• PROMPT: Your answer should be the lines of the data below that contain "graph".

• RECORDS FOR THE EXERCISE:
▽

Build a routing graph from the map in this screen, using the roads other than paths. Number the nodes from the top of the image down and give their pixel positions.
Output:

△
▽

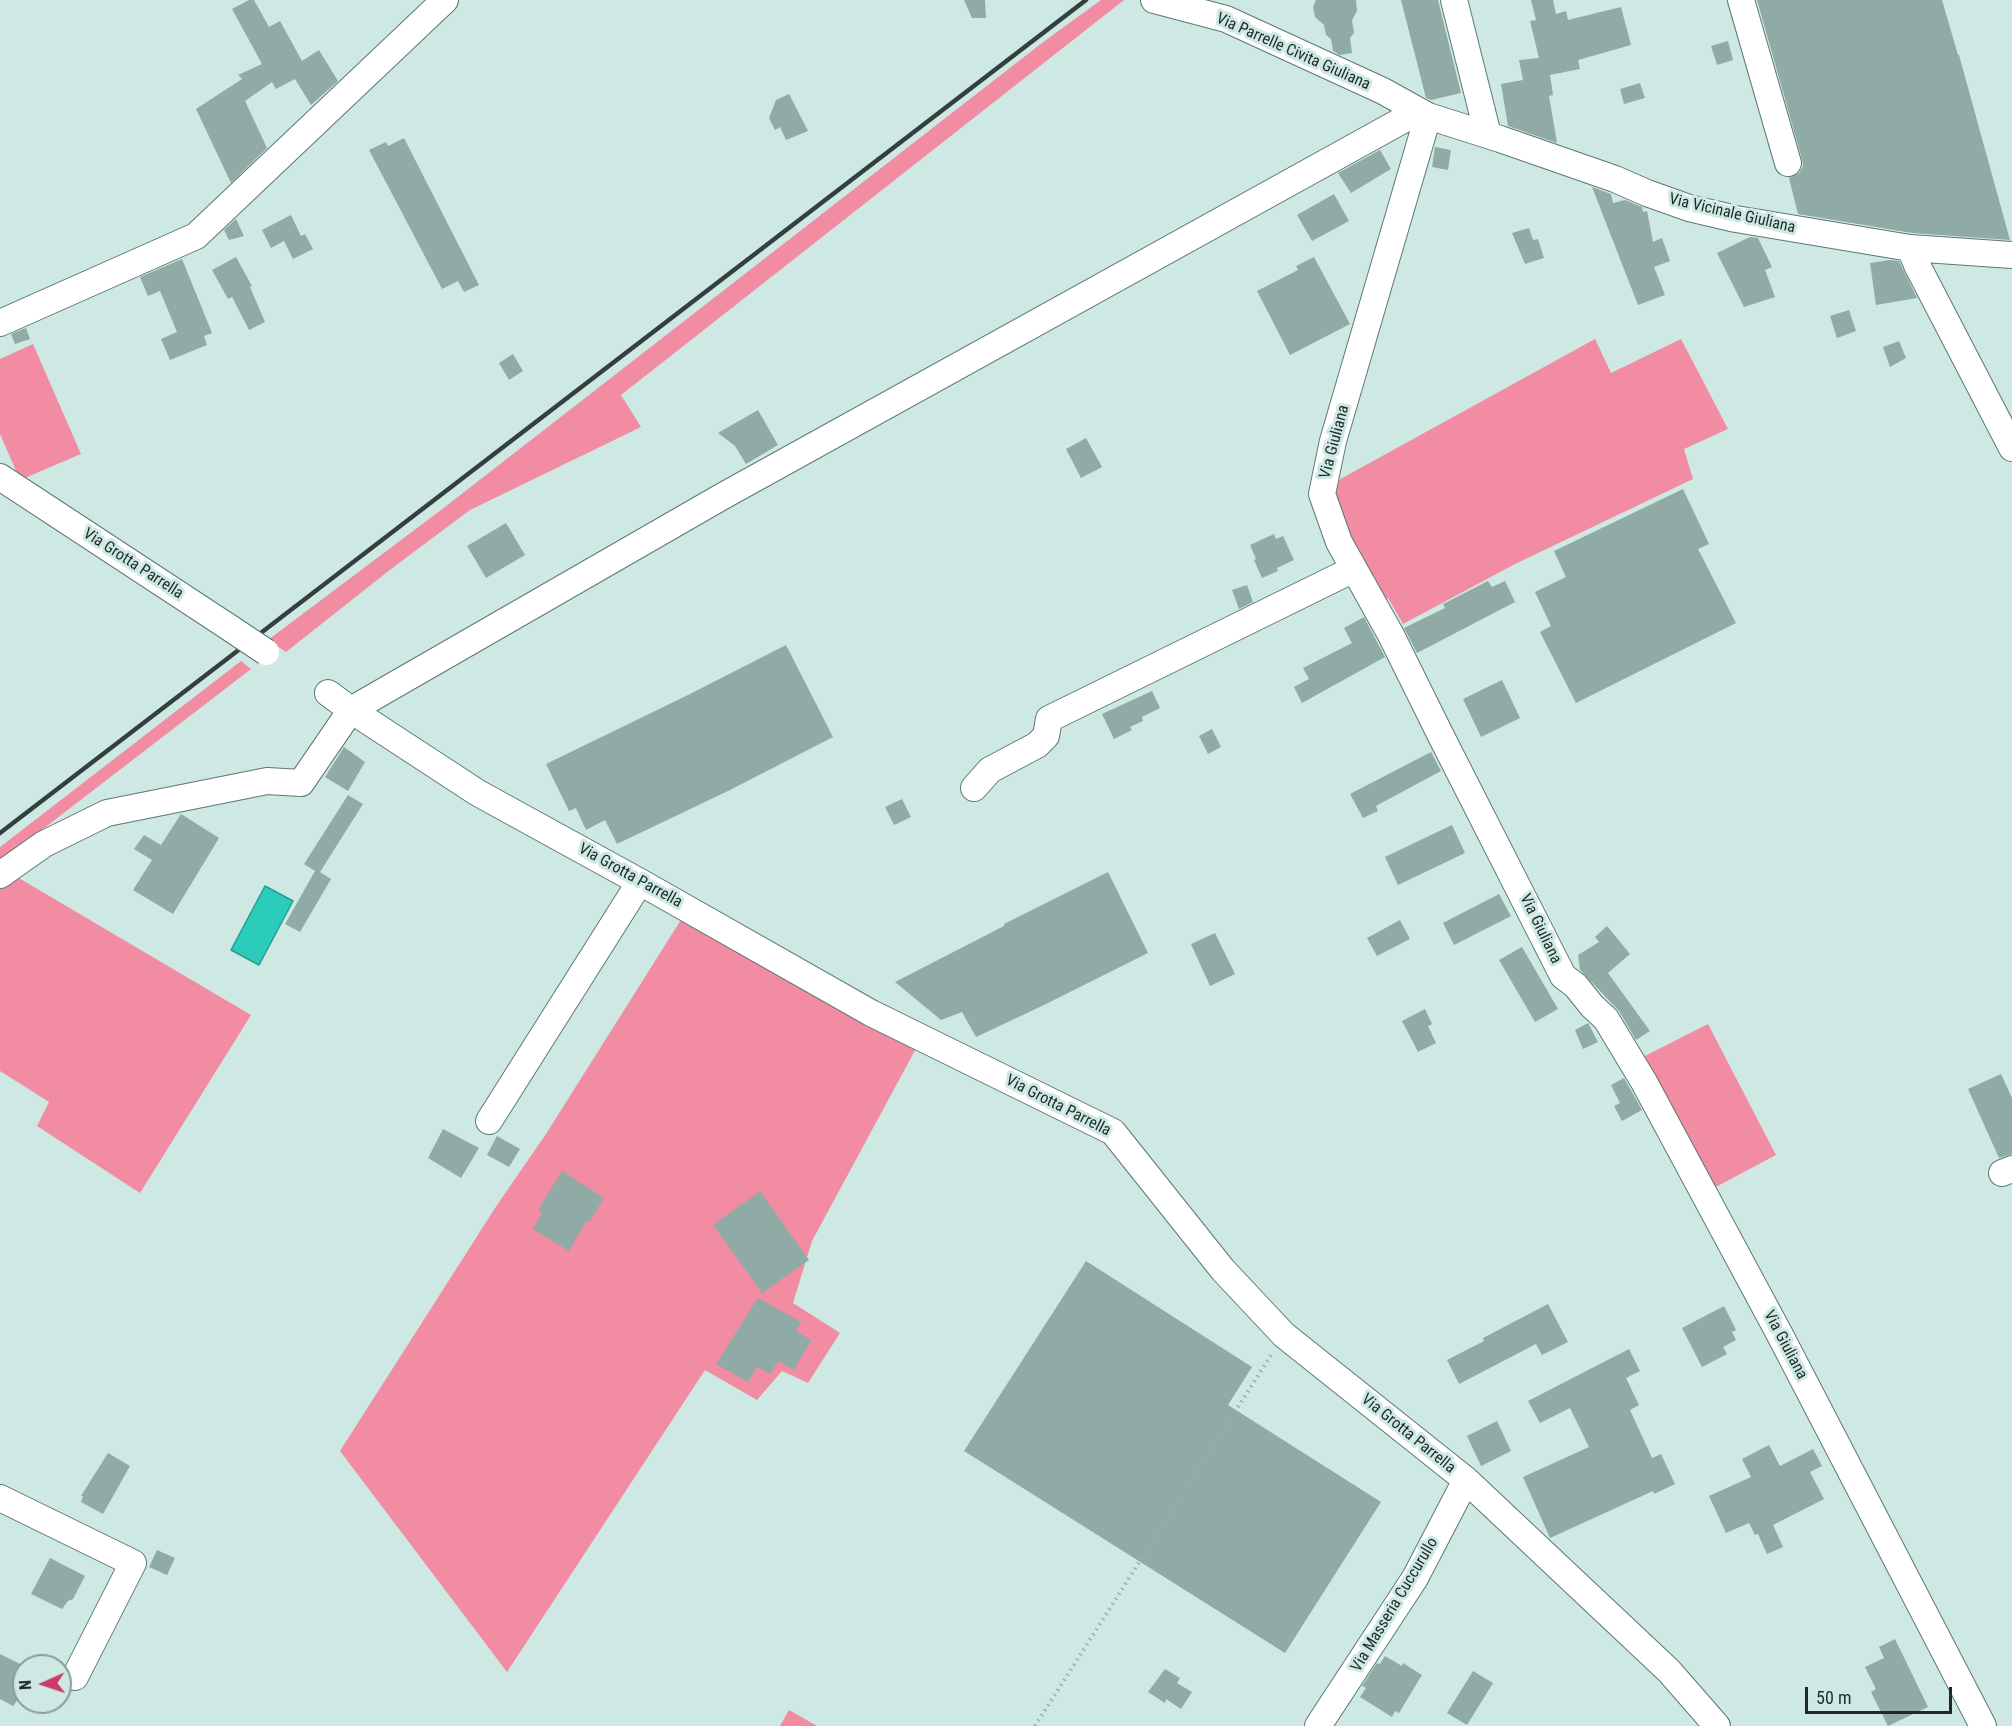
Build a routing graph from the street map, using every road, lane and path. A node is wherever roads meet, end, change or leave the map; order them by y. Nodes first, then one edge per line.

△
▽

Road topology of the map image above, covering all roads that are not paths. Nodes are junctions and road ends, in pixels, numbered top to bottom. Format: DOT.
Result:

△

• TASK SOLUTION:
Build a routing graph from the map in this screen, using the roads other than paths. Number the nodes from the top of the image down and give their pixel positions.
Build a routing graph from the street map, using every road, lane and path. A node is wherever roads meet, end, change or leave the map; order them by y. Nodes first, then one edge per line.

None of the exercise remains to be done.